Portugal poupa 8,76 milhões por dia em petróleo

Portugal continua a importar 300 000 barris de petróleo por dia mas paga menos ao exterior 44% do que pagava em Novembro.

A atual queda da cotação do petróleo Brent reduz o custo anualizado das compras de petróleo para Portugal para 5,347 mil milhões de dólares, o que compara com o custo equivalente anual de 9,131 mil milhões de dólares que Portugal teria de suportar para comprar petróleo durante um ano, à cotação de 7 de novembro de 2014.

Ou seja, com a queda da cotação do petróleo ocorrida nos últimos dois meses, Portugal está a registar uma poupança anual potencial de 3,78 mil milhões de dólares, o que equivale a 3,2 mil milhões de euros.

Entre as várias consequências a economia pode crescer mais 1% do que o previsto, isto é, 2,5%, com a consequente queda do desemprego, maior receita fiscal e menos subsídios sociais.

Bem dizia Maria Luis Albuqurque que teríamos surpresas positivas em 2015.



Na economia estamos perante a bonança perfeita

Tanto quanto se pode prever a economia goza agora de condições que há muito não se reuniam.

O Euro está em depreciação, o petróleo em queda, as taxas de juro da dívida portuguesa a diminuirem e a Euribor em valores contidos.

Juntas, estas quatro condições formam um cenário de estímulo ao crescimento económico como já não se via há muito: as exportações ficam mais baratas, as importações mais caras e os próprios custos de financiamento das empresas e das famílias parecem ganhar com este ‘mix' de indicadores.
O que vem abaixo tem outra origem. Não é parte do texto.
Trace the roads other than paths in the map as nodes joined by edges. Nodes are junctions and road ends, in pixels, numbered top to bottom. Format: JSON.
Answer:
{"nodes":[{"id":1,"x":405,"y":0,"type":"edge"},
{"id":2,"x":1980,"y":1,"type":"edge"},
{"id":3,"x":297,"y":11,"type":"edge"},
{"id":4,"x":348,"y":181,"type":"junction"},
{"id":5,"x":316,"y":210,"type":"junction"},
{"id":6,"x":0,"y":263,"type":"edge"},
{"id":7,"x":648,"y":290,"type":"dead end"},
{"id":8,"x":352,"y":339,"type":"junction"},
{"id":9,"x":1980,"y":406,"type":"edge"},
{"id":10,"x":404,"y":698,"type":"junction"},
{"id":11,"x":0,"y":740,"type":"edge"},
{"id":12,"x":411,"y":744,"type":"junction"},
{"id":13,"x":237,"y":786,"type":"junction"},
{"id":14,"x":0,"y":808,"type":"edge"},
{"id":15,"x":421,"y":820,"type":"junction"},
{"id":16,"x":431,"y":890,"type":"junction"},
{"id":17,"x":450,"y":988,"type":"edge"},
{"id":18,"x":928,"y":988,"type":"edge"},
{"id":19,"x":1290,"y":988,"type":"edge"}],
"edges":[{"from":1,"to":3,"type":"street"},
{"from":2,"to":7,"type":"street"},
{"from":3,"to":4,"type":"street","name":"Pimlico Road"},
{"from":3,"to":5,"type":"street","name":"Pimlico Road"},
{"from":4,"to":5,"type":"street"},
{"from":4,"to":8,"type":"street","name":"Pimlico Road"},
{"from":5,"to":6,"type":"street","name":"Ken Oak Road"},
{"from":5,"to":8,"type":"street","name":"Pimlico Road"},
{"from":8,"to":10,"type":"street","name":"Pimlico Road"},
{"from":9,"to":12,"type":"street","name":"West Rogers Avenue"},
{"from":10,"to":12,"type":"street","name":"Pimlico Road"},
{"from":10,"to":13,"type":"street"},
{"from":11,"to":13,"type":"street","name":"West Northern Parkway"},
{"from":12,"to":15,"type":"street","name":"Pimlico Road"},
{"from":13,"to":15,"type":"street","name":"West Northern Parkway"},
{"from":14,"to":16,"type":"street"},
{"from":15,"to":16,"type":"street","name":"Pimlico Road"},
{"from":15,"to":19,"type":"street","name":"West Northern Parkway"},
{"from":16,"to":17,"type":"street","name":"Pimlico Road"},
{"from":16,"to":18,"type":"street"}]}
Depois da crise dos últimos anos, surge assim uma aparente conjuntura favorável a mais estímulos e oportunidades de crescimento. 
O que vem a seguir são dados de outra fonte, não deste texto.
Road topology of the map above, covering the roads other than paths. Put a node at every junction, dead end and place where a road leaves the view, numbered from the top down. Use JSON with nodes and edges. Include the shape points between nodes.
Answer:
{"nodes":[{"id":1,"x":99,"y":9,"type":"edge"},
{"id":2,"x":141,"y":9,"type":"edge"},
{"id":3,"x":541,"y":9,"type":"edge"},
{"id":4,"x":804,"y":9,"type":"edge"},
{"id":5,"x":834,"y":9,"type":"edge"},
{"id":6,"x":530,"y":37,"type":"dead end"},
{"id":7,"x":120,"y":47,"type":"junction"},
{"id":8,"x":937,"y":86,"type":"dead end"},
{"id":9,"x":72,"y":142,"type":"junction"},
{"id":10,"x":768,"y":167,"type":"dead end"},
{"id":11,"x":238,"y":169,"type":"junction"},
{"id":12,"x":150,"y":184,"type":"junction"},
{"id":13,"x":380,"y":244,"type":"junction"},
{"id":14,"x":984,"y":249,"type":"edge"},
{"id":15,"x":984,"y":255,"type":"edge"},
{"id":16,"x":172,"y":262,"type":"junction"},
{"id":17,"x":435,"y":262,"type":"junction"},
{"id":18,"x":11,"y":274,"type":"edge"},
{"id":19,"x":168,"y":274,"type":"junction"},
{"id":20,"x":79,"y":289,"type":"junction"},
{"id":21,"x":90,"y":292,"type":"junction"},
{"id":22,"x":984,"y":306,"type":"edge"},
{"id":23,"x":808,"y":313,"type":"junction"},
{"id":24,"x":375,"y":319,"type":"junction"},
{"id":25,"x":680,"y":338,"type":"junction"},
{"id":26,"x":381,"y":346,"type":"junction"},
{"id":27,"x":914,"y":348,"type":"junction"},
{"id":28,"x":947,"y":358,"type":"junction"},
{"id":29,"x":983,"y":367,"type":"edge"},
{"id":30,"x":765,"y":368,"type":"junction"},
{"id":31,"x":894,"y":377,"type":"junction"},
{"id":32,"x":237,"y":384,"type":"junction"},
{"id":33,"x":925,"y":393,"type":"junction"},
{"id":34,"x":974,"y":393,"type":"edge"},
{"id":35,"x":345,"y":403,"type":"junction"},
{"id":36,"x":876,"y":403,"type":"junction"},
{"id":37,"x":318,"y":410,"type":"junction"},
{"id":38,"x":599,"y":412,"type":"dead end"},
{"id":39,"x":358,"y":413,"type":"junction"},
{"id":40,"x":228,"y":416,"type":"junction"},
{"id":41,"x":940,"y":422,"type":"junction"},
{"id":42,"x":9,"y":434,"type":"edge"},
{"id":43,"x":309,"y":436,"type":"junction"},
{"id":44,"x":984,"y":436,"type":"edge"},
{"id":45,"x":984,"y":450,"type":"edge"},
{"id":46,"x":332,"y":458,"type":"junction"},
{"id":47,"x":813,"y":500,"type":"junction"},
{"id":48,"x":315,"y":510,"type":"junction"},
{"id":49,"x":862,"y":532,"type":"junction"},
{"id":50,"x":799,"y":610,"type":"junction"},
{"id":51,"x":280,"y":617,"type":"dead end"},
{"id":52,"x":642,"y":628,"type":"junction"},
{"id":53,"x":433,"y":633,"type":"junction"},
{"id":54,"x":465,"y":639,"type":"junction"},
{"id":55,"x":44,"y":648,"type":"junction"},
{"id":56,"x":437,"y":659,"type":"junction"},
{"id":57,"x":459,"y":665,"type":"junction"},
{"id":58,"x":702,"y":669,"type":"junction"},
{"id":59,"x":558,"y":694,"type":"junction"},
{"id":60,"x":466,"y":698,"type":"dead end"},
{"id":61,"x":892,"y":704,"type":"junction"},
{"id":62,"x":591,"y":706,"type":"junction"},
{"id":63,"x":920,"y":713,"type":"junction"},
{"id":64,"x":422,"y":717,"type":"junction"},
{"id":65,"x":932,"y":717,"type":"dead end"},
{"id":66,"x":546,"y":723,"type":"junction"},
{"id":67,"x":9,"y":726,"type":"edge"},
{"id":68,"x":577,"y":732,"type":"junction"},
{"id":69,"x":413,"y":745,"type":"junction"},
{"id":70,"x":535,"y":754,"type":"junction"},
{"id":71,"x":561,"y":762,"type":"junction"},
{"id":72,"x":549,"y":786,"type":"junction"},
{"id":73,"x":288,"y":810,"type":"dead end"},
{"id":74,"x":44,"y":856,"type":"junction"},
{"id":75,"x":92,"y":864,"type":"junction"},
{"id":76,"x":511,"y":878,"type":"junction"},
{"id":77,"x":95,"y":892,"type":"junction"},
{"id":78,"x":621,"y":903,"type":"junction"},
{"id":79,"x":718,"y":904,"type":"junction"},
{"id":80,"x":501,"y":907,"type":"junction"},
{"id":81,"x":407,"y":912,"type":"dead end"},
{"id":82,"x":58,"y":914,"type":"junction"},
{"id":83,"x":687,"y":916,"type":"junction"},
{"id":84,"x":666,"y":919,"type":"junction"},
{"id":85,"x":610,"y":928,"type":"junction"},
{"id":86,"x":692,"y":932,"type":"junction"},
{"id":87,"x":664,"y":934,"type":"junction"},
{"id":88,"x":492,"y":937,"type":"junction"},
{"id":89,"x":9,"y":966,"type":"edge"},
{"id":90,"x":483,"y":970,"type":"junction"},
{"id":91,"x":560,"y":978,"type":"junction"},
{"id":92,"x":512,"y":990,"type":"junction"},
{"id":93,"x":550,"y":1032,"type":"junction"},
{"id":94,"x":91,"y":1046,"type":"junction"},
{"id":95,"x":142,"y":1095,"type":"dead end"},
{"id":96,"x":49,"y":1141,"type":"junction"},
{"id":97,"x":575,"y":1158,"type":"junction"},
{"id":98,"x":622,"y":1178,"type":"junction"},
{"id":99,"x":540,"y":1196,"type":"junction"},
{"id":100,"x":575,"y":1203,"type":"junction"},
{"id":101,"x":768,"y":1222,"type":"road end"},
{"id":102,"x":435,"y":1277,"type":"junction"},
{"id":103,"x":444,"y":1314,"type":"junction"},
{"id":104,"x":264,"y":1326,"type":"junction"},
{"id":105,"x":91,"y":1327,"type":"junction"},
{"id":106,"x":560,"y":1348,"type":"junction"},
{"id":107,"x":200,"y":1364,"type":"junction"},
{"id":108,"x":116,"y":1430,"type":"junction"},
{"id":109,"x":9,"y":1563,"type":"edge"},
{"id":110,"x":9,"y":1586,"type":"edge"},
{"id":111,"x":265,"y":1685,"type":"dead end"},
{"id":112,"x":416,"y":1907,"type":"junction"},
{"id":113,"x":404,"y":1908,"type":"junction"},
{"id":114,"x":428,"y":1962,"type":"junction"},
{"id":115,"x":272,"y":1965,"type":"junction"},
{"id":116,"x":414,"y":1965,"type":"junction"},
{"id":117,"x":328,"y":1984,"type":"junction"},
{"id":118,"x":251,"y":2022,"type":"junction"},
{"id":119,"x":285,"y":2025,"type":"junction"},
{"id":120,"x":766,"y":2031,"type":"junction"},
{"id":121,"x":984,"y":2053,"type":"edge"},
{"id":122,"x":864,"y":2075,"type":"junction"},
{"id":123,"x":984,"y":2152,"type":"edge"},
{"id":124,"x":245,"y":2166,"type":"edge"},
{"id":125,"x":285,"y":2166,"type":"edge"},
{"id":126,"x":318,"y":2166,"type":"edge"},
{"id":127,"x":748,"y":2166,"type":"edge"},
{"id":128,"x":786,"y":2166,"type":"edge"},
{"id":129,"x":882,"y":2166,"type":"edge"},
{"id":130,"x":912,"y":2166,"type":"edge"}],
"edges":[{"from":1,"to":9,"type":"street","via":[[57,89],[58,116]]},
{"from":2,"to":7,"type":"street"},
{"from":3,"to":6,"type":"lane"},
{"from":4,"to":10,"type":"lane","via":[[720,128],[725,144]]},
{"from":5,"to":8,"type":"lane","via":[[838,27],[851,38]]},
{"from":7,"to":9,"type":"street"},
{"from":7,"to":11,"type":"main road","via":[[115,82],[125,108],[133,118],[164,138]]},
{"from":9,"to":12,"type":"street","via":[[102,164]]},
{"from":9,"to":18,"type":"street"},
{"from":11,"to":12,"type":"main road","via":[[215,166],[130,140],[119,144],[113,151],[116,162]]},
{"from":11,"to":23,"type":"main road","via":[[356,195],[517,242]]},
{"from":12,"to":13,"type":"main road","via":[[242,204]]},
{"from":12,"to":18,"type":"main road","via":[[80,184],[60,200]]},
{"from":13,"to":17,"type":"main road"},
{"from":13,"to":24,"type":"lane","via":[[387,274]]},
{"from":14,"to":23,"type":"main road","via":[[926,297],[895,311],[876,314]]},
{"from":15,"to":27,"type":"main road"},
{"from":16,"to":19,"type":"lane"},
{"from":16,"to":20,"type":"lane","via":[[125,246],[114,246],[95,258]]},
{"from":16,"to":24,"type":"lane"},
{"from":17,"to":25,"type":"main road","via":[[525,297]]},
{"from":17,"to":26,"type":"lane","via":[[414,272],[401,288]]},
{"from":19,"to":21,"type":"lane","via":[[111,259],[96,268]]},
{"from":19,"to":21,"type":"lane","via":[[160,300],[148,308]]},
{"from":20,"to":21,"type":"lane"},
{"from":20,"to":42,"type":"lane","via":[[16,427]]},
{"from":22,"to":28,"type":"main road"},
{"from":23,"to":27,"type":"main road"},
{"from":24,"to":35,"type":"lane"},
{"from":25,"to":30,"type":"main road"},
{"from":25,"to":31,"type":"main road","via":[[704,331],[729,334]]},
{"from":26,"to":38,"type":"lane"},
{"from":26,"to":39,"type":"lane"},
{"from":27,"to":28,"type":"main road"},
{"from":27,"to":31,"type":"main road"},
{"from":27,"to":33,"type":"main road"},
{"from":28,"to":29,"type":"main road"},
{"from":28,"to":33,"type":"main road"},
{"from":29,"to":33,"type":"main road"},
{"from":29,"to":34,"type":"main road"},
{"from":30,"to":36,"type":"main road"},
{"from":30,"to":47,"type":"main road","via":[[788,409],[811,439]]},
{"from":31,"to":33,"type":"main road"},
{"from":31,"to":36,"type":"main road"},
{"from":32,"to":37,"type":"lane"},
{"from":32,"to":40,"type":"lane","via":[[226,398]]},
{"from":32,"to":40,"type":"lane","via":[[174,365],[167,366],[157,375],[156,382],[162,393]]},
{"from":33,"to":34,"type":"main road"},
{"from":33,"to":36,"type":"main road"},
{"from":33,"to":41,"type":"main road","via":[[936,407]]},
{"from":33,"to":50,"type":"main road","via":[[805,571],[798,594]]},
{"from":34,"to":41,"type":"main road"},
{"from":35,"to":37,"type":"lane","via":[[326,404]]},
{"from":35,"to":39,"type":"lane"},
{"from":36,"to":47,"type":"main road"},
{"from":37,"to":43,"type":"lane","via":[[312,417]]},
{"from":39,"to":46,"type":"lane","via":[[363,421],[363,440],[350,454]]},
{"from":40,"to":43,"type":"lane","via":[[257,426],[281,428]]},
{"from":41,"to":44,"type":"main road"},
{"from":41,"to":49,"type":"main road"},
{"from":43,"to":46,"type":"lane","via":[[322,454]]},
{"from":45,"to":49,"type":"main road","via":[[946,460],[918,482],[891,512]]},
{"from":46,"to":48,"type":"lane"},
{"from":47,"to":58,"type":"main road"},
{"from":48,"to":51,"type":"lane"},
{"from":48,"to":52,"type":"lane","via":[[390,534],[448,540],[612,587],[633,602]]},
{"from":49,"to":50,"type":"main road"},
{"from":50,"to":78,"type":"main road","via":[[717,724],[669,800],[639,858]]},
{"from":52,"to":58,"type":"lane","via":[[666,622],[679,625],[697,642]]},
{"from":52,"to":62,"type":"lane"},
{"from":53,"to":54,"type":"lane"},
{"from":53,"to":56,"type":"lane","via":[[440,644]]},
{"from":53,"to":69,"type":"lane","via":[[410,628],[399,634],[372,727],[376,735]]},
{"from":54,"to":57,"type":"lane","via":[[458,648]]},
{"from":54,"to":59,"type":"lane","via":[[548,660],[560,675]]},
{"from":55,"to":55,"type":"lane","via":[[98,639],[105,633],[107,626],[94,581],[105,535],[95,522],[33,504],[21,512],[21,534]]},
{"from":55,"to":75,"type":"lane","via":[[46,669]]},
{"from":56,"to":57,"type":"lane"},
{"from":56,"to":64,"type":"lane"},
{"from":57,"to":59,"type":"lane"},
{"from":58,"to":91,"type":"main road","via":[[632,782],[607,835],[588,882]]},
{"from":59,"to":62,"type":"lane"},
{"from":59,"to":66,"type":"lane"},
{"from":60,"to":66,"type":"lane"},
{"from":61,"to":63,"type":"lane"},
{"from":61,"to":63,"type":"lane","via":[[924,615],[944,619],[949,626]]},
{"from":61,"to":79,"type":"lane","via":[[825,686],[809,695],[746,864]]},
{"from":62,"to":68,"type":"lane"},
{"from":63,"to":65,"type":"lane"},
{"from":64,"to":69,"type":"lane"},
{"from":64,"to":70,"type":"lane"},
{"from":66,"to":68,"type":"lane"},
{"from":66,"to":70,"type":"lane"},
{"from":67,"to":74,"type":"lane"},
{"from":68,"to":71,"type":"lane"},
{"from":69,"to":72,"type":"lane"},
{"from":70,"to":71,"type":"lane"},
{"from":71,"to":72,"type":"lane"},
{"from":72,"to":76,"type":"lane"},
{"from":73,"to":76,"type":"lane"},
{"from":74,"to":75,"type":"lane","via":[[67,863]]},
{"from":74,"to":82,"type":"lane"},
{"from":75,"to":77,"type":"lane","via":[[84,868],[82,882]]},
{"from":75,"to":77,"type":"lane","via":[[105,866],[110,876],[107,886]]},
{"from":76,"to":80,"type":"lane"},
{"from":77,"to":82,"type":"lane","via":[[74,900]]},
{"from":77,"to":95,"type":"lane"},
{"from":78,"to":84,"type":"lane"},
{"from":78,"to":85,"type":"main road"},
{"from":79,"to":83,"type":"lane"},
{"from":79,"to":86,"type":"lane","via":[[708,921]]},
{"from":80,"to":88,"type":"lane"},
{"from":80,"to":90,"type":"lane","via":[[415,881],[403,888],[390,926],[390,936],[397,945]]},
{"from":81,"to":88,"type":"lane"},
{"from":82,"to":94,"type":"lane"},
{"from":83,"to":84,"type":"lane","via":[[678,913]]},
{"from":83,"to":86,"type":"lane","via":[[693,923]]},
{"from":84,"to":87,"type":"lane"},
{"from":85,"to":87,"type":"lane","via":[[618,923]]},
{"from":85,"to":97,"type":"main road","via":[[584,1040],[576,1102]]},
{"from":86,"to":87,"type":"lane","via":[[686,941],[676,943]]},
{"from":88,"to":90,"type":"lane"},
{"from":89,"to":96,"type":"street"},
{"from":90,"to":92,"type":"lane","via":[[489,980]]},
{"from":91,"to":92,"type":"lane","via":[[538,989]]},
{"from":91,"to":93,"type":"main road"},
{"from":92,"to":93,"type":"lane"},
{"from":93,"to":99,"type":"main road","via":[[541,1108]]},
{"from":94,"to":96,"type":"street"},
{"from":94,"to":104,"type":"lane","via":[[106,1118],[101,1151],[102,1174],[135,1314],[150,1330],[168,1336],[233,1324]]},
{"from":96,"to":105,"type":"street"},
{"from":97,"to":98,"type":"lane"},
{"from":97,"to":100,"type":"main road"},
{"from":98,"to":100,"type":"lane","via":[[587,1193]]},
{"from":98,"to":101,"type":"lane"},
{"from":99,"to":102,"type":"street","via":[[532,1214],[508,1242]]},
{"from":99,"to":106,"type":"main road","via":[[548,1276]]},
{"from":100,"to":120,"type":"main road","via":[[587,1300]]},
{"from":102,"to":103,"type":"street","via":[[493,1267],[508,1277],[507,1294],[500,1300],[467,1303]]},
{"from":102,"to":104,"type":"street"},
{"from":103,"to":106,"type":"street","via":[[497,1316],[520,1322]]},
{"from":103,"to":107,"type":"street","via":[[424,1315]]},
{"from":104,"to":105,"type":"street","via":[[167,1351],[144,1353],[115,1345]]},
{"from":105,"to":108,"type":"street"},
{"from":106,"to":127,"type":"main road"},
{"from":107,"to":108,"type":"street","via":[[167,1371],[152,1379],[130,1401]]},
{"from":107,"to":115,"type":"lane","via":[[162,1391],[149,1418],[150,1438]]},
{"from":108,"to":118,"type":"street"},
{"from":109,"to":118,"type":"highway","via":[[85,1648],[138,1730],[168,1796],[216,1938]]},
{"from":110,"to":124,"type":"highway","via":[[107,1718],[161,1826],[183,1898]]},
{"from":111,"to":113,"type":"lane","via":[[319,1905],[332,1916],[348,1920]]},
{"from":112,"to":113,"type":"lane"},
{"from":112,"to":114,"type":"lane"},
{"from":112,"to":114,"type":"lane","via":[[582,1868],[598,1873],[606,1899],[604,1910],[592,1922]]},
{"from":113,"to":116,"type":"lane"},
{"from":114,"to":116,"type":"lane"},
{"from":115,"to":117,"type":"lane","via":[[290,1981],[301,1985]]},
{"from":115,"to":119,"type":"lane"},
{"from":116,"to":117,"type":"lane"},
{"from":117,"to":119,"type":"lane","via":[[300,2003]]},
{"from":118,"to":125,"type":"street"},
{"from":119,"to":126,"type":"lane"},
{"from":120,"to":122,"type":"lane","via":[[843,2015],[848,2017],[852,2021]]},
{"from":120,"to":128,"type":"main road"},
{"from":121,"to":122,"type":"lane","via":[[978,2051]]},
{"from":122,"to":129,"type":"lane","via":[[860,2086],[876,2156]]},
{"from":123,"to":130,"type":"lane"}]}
E o BCE apronta-se para intervir com a compra de dívida pública, a Espanha criou 223 000 empregos. Os USA crescem acima dos 3% tal como o Reino Unido e a Alemanha aumenta a capacidade de compra dos seus trabalhadores. Países para onde segue a maior fatia das nossas exportações.

Falta a Grécia que não quis seguir a mesma política que Portugal implementou.